TASK DIRECTIONS → Read through the lines below for the string "OGUNFOLU" and copy each one that has it.

Data items:
==*==
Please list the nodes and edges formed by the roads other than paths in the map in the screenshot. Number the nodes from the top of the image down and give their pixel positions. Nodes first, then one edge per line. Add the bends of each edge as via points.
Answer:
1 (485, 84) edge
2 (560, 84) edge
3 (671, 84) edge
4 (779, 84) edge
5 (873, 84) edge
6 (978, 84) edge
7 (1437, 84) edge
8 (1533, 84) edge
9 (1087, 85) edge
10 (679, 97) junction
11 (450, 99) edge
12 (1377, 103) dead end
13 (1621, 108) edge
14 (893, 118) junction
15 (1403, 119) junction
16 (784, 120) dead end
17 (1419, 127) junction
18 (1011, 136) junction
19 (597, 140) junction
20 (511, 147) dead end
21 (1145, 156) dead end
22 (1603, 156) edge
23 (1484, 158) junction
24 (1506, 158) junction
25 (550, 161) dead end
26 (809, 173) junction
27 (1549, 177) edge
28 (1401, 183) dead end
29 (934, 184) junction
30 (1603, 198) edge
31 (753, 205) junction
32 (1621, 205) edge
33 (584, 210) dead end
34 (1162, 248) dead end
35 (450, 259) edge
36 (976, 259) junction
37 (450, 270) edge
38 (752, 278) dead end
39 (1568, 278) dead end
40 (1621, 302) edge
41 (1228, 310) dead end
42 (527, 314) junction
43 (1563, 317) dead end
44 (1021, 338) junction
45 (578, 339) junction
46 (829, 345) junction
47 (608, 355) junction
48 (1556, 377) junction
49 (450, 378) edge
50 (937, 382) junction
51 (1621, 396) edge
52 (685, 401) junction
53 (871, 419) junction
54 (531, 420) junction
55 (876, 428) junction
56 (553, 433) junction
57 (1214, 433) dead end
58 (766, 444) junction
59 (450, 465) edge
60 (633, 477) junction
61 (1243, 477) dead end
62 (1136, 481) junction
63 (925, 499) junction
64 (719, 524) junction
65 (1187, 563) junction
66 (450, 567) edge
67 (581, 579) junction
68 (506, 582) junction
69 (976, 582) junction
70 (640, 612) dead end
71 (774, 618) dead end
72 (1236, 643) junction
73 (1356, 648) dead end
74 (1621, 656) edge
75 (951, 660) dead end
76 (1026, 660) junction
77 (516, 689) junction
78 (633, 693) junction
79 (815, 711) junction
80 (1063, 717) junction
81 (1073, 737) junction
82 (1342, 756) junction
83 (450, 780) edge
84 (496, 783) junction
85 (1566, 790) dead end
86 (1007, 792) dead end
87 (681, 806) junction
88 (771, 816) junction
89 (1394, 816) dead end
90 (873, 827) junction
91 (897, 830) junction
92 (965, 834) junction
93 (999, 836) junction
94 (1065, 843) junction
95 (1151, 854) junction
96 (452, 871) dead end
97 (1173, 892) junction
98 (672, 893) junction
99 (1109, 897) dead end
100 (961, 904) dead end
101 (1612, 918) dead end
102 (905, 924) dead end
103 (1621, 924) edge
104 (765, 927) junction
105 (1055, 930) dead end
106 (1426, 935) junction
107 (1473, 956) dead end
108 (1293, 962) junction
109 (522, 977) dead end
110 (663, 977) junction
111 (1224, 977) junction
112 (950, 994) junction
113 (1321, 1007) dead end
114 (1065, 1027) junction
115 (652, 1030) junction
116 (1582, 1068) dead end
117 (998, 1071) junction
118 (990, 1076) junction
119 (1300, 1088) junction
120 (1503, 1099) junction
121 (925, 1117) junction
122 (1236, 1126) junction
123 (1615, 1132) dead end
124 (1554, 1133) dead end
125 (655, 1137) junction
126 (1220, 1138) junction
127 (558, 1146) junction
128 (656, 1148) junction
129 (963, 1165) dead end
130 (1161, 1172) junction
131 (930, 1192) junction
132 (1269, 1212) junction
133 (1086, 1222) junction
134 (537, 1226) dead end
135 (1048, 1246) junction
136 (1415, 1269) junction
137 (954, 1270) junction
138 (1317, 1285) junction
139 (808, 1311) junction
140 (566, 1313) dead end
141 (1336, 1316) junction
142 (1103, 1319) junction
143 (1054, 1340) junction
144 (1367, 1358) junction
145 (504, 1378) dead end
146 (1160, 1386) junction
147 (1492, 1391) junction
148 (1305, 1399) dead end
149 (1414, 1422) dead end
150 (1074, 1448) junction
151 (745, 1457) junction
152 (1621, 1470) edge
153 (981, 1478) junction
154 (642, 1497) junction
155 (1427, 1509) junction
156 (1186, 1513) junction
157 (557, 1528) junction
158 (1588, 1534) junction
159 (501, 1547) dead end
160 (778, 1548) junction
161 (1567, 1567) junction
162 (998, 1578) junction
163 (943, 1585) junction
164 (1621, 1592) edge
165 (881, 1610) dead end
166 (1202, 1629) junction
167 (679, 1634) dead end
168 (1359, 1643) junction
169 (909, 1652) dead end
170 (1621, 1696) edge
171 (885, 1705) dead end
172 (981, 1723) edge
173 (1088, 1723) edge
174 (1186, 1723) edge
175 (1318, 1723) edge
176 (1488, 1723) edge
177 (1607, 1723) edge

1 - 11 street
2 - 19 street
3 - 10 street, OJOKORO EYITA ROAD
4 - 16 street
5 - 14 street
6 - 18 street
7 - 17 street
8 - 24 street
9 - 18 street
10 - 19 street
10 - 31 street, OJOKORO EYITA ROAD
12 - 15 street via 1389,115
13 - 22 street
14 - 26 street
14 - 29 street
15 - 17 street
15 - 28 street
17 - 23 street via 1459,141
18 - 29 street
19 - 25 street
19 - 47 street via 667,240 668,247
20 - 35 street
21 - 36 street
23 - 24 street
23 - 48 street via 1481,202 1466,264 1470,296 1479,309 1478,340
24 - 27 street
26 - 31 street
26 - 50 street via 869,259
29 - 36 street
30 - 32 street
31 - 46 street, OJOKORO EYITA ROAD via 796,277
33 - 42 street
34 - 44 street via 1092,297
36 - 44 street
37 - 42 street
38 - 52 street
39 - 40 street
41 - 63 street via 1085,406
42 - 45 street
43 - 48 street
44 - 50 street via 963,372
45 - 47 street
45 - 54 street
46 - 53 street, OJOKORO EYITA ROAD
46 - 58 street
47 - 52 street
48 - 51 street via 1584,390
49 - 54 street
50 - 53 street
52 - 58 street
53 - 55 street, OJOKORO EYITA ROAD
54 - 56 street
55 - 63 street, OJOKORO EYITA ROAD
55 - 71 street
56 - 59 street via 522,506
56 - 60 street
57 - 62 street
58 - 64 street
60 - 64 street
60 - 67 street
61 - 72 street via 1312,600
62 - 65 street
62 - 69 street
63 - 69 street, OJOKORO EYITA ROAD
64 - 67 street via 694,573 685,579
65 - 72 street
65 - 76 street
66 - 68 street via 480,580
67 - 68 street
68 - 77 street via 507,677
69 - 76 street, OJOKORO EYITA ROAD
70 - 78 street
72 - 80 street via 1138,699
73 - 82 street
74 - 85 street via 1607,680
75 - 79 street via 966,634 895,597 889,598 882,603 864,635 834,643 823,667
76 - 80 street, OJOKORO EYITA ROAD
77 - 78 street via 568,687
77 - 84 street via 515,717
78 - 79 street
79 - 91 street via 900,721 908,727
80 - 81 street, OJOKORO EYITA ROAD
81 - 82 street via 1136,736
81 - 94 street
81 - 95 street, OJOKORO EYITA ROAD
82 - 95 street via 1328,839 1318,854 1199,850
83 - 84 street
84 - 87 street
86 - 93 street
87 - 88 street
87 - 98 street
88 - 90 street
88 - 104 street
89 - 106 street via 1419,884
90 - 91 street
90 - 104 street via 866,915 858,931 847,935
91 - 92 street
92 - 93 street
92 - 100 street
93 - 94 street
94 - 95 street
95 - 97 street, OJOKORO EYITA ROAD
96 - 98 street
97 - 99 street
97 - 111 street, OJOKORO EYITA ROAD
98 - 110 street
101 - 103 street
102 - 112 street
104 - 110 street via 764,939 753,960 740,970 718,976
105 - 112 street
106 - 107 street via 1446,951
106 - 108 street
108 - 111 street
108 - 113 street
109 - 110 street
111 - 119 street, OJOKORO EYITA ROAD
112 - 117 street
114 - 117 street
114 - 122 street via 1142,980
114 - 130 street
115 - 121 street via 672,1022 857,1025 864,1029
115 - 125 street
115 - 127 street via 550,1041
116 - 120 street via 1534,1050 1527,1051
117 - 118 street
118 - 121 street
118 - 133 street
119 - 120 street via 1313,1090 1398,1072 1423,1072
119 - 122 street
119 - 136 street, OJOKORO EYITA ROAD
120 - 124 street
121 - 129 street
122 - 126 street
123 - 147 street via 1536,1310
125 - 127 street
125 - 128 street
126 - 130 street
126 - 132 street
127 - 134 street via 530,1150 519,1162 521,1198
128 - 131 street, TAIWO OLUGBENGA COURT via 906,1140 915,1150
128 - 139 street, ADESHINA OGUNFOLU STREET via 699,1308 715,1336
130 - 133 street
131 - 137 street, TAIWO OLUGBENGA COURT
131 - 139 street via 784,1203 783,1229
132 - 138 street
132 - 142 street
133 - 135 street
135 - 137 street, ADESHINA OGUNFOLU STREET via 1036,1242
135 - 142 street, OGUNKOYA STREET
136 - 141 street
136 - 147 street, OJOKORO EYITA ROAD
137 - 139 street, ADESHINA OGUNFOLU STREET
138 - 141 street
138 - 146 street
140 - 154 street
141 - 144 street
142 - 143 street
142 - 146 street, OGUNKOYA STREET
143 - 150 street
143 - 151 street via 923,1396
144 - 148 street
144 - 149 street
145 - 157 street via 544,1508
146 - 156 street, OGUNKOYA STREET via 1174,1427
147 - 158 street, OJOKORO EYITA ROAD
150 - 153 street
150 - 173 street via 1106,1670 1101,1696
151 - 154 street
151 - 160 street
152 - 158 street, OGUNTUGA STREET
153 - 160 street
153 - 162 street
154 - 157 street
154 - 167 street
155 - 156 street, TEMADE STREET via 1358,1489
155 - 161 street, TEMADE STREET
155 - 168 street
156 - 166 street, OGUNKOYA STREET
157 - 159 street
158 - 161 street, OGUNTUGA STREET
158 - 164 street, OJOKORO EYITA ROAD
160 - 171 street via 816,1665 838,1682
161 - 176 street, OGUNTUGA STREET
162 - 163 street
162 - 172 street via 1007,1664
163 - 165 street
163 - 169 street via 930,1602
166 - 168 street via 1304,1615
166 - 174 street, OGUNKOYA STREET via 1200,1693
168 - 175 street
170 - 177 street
==*==
ANSWER SECTION →
128 - 139 street, ADESHINA OGUNFOLU STREET via 699,1308 715,1336
135 - 137 street, ADESHINA OGUNFOLU STREET via 1036,1242
137 - 139 street, ADESHINA OGUNFOLU STREET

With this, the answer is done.